During a panel discussion on Brexit, Jim Townsend, CPO at Walgreens Boots Alliance, said buyers should be more entrepreneurial and not worry about “having a seat at the table”. “Make it your table and choose who you want around it,” he said. “Have the confidence and self belief.
“It’s turbulent, but what a fantastic place to be from a procurement perspective.”
Molnar said shifts in the foreign exchange market and the cost of raw materials and commodities meant the function had a higher profile, with him addressing the board and procurement seen as key in mitigating risks.
Molnar said he was in charge of £1.5bn spend with a team of 40 in the UK, nine people in France and nine in other countries.

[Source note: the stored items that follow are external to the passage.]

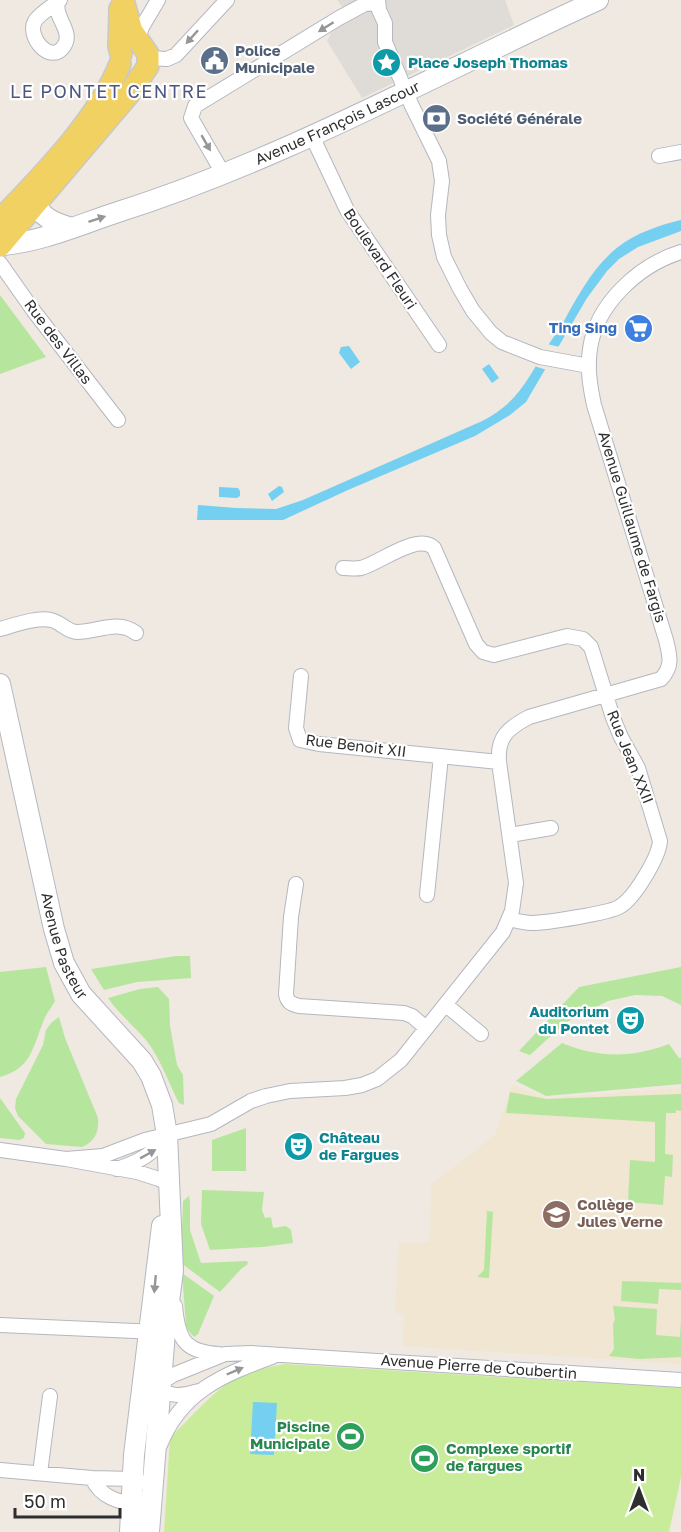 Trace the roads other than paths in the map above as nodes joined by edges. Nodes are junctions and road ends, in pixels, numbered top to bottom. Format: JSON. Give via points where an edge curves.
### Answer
{"nodes":[{"id":1,"x":122,"y":0,"type":"edge"},
{"id":2,"x":158,"y":0,"type":"edge"},
{"id":3,"x":227,"y":0,"type":"edge"},
{"id":4,"x":598,"y":0,"type":"edge"},
{"id":5,"x":378,"y":1,"type":"edge"},
{"id":6,"x":143,"y":54,"type":"junction"},
{"id":7,"x":121,"y":59,"type":"junction"},
{"id":8,"x":405,"y":91,"type":"junction"},
{"id":9,"x":92,"y":113,"type":"junction"},
{"id":10,"x":312,"y":136,"type":"junction"},
{"id":11,"x":681,"y":152,"type":"edge"},
{"id":12,"x":659,"y":156,"type":"dead end"},
{"id":13,"x":224,"y":175,"type":"junction"},
{"id":14,"x":36,"y":205,"type":"junction"},
{"id":15,"x":0,"y":220,"type":"edge"},
{"id":16,"x":70,"y":228,"type":"junction"},
{"id":17,"x":0,"y":245,"type":"edge"},
{"id":18,"x":681,"y":252,"type":"edge"},
{"id":19,"x":0,"y":263,"type":"edge"},
{"id":20,"x":439,"y":345,"type":"dead end"},
{"id":21,"x":589,"y":366,"type":"junction"},
{"id":22,"x":118,"y":420,"type":"dead end"},
{"id":23,"x":343,"y":568,"type":"dead end"},
{"id":24,"x":0,"y":629,"type":"edge"},
{"id":25,"x":136,"y":633,"type":"dead end"},
{"id":26,"x":674,"y":672,"type":"edge"},
{"id":27,"x":301,"y":676,"type":"dead end"},
{"id":28,"x":0,"y":684,"type":"edge"},
{"id":29,"x":607,"y":696,"type":"junction"},
{"id":30,"x":441,"y":756,"type":"junction"},
{"id":31,"x":499,"y":762,"type":"junction"},
{"id":32,"x":551,"y":828,"type":"dead end"},
{"id":33,"x":510,"y":835,"type":"junction"},
{"id":34,"x":296,"y":884,"type":"dead end"},
{"id":35,"x":427,"y":895,"type":"dead end"},
{"id":36,"x":510,"y":919,"type":"junction"},
{"id":37,"x":446,"y":1005,"type":"junction"},
{"id":38,"x":426,"y":1028,"type":"junction"},
{"id":39,"x":481,"y":1034,"type":"dead end"},
{"id":40,"x":167,"y":1136,"type":"junction"},
{"id":41,"x":0,"y":1150,"type":"edge"},
{"id":42,"x":66,"y":1158,"type":"junction"},
{"id":43,"x":117,"y":1168,"type":"junction"},
{"id":44,"x":169,"y":1184,"type":"junction"},
{"id":45,"x":173,"y":1271,"type":"junction"},
{"id":46,"x":0,"y":1325,"type":"edge"},
{"id":47,"x":155,"y":1335,"type":"junction"},
{"id":48,"x":225,"y":1354,"type":"junction"},
{"id":49,"x":277,"y":1355,"type":"junction"},
{"id":50,"x":681,"y":1380,"type":"edge"},
{"id":51,"x":159,"y":1386,"type":"junction"},
{"id":52,"x":201,"y":1390,"type":"junction"},
{"id":53,"x":50,"y":1396,"type":"dead end"},
{"id":54,"x":140,"y":1405,"type":"junction"},
{"id":55,"x":155,"y":1457,"type":"junction"},
{"id":56,"x":0,"y":1470,"type":"edge"},
{"id":57,"x":40,"y":1473,"type":"junction"},
{"id":58,"x":92,"y":1478,"type":"junction"},
{"id":59,"x":133,"y":1479,"type":"junction"},
{"id":60,"x":151,"y":1490,"type":"junction"},
{"id":61,"x":132,"y":1503,"type":"junction"},
{"id":62,"x":130,"y":1532,"type":"edge"},
{"id":63,"x":148,"y":1532,"type":"edge"}],
"edges":[{"from":1,"to":6,"type":"main road"},
{"from":1,"to":7,"type":"main road","via":[[118,27]]},
{"from":2,"to":6,"type":"street","via":[[141,27]]},
{"from":3,"to":6,"type":"street","one_way":true,"via":[[176,55],[167,59]]},
{"from":4,"to":8,"type":"main road","name":"Avenue François Lascour"},
{"from":5,"to":8,"type":"street","via":[[385,23],[385,42]]},
{"from":5,"to":13,"type":"street","one_way":true,"via":[[339,18],[195,106],[191,118]]},
{"from":6,"to":7,"type":"main road","via":[[131,46]]},
{"from":6,"to":14,"type":"main road","via":[[129,94]]},
{"from":7,"to":9,"type":"main road","via":[[111,87]]},
{"from":8,"to":10,"type":"main road","name":"Avenue François Lascour"},
{"from":8,"to":21,"type":"street","via":[[439,161],[442,181],[438,235],[452,275],[473,311],[491,333],[515,349]]},
{"from":9,"to":14,"type":"main road","via":[[78,141],[35,194]]},
{"from":9,"to":15,"type":"main road","via":[[74,139]]},
{"from":10,"to":13,"type":"main road","name":"Avenue François Lascour"},
{"from":10,"to":20,"type":"street","name":"Boulevard Fleuri","via":[[346,210]]},
{"from":11,"to":12,"type":"street"},
{"from":16,"to":13,"type":"main road","name":"Avenue François Lascour","one_way":true},
{"from":14,"to":16,"type":"main road","via":[[52,222]]},
{"from":14,"to":17,"type":"main road"},
{"from":16,"to":17,"type":"main road","name":"Avenue François Lascour"},
{"from":18,"to":21,"type":"street","name":"Avenue Guillaume de Fargis","via":[[645,270],[614,298],[592,338]]},
{"from":19,"to":22,"type":"street","name":"Rue des Villas"},
{"from":21,"to":26,"type":"street","name":"Avenue Guillaume de Fargis","via":[[594,405]]},
{"from":23,"to":29,"type":"street","name":"Rue Jean XXII","via":[[363,568],[418,542],[430,544],[483,652],[494,655],[567,636],[583,639],[591,646]]},
{"from":24,"to":25,"type":"street","via":[[52,620],[72,632],[117,626]]},
{"from":26,"to":29,"type":"street","name":"Avenue Guillaume de Fargis"},
{"from":27,"to":30,"type":"street","name":"Rue Benoit XII","via":[[296,728],[300,740]]},
{"from":28,"to":40,"type":"main road","name":"Avenue Pasteur","via":[[64,963],[87,1002],[142,1061],[151,1076],[162,1105]]},
{"from":29,"to":31,"type":"street","name":"Avenue Guillaume de Fargis","via":[[517,723],[501,740]]},
{"from":29,"to":36,"type":"street","name":"Rue Jean XXII","via":[[621,737],[638,768],[660,841],[658,852],[619,908],[547,922]]},
{"from":30,"to":31,"type":"street","name":"Rue Benoit XII"},
{"from":30,"to":35,"type":"street"},
{"from":31,"to":33,"type":"street","name":"Avenue Guillaume de Fargis"},
{"from":32,"to":33,"type":"street"},
{"from":33,"to":36,"type":"street","name":"Avenue Guillaume de Fargis","via":[[516,883]]},
{"from":34,"to":38,"type":"street","via":[[287,999],[291,1004],[404,1013]]},
{"from":36,"to":37,"type":"street","name":"Avenue Guillaume de Fargis"},
{"from":37,"to":38,"type":"street","name":"Avenue Guillaume de Fargis"},
{"from":37,"to":39,"type":"street"},
{"from":38,"to":40,"type":"street","name":"Avenue Guillaume de Fargis","via":[[401,1060],[377,1079],[345,1088],[266,1096],[211,1124]]},
{"from":40,"to":42,"type":"street","name":"Avenue Guillaume de Fargis","via":[[103,1156]]},
{"from":43,"to":40,"type":"street","one_way":true,"via":[[149,1155]]},
{"from":40,"to":44,"type":"main road","name":"Avenue Pasteur"},
{"from":41,"to":42,"type":"street"},
{"from":42,"to":43,"type":"street"},
{"from":43,"to":44,"type":"street"},
{"from":44,"to":45,"type":"main road","name":"Avenue Pasteur"},
{"from":44,"to":47,"type":"main road","name":"Avenue Pasteur","one_way":true,"via":[[159,1249]]},
{"from":45,"to":47,"type":"main road","name":"Avenue Pasteur"},
{"from":45,"to":48,"type":"street","name":"Avenue Pierre de Coubertin","via":[[180,1337],[197,1352]]},
{"from":46,"to":47,"type":"street"},
{"from":47,"to":51,"type":"main road","name":"Avenue Pasteur"},
{"from":47,"to":54,"type":"main road","name":"Avenue Pasteur"},
{"from":48,"to":49,"type":"street","name":"Avenue Pierre de Coubertin"},
{"from":48,"to":51,"type":"street","name":"Avenue Pierre de Coubertin","via":[[173,1375]]},
{"from":49,"to":50,"type":"street","name":"Avenue Pierre de Coubertin"},
{"from":52,"to":49,"type":"street","name":"Avenue Pierre de Coubertin","one_way":true,"via":[[231,1372]]},
{"from":51,"to":52,"type":"street","name":"Avenue Pierre de Coubertin","via":[[175,1395]]},
{"from":51,"to":54,"type":"street","name":"Avenue Pierre de Coubertin"},
{"from":51,"to":55,"type":"main road","name":"Avenue Pasteur"},
{"from":52,"to":55,"type":"street","name":"Avenue Pierre de Coubertin","via":[[166,1429]]},
{"from":53,"to":57,"type":"street"},
{"from":54,"to":59,"type":"main road","name":"Avenue Pasteur"},
{"from":55,"to":60,"type":"main road","name":"Avenue Pasteur"},
{"from":56,"to":57,"type":"street"},
{"from":57,"to":58,"type":"street"},
{"from":58,"to":59,"type":"street"},
{"from":58,"to":61,"type":"street","via":[[103,1494]]},
{"from":59,"to":60,"type":"street"},
{"from":59,"to":61,"type":"main road","name":"Avenue Pasteur"},
{"from":60,"to":61,"type":"street","via":[[139,1503]]},
{"from":60,"to":63,"type":"main road","name":"Avenue Pasteur"},
{"from":61,"to":62,"type":"main road","name":"Avenue Pasteur"}]}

“The team has been unshackled. There has been a mentality shift in the procurement team about what they can do,” he said.
Molnar said Britvic was planning for a hard Brexit and was working with its major UK suppliers on an open-book basis to calculate their exposure to risk. “We are relatively comfortable that we have done the analysis and our suppliers are facing the challenges,” he said.
Molnar said the key skills required from procurement professionals in the face of Brexit were good analytical skills and an ability to communicate. He has also sent buyers to visit the company’s factories and those owned by suppliers to understand processes and seek out efficiencies. “A hard Brexit can be significantly mitigated,” he said.
Alan Draper, director of purchasing at Ford, said 75% of components in the UK came from Europe and they had developed three traffic light scenarios: a red hard Brexit, an amber one and a green one, where things stay broadly the same. He said the red scenario, in which full WTO duties are paid on components and vehicles, would cost Ford “millions of dollars”.
He said despite uncertainty automotive suppliers were still investing in the UK. “The key in the purchasing world is make sure you know what your suppliers’ plans are and are working together,” he said.
Draper said restrictions on the free movement of people would be “a significant issue” for Ford as its suppliers relied on EU labour in their UK factories.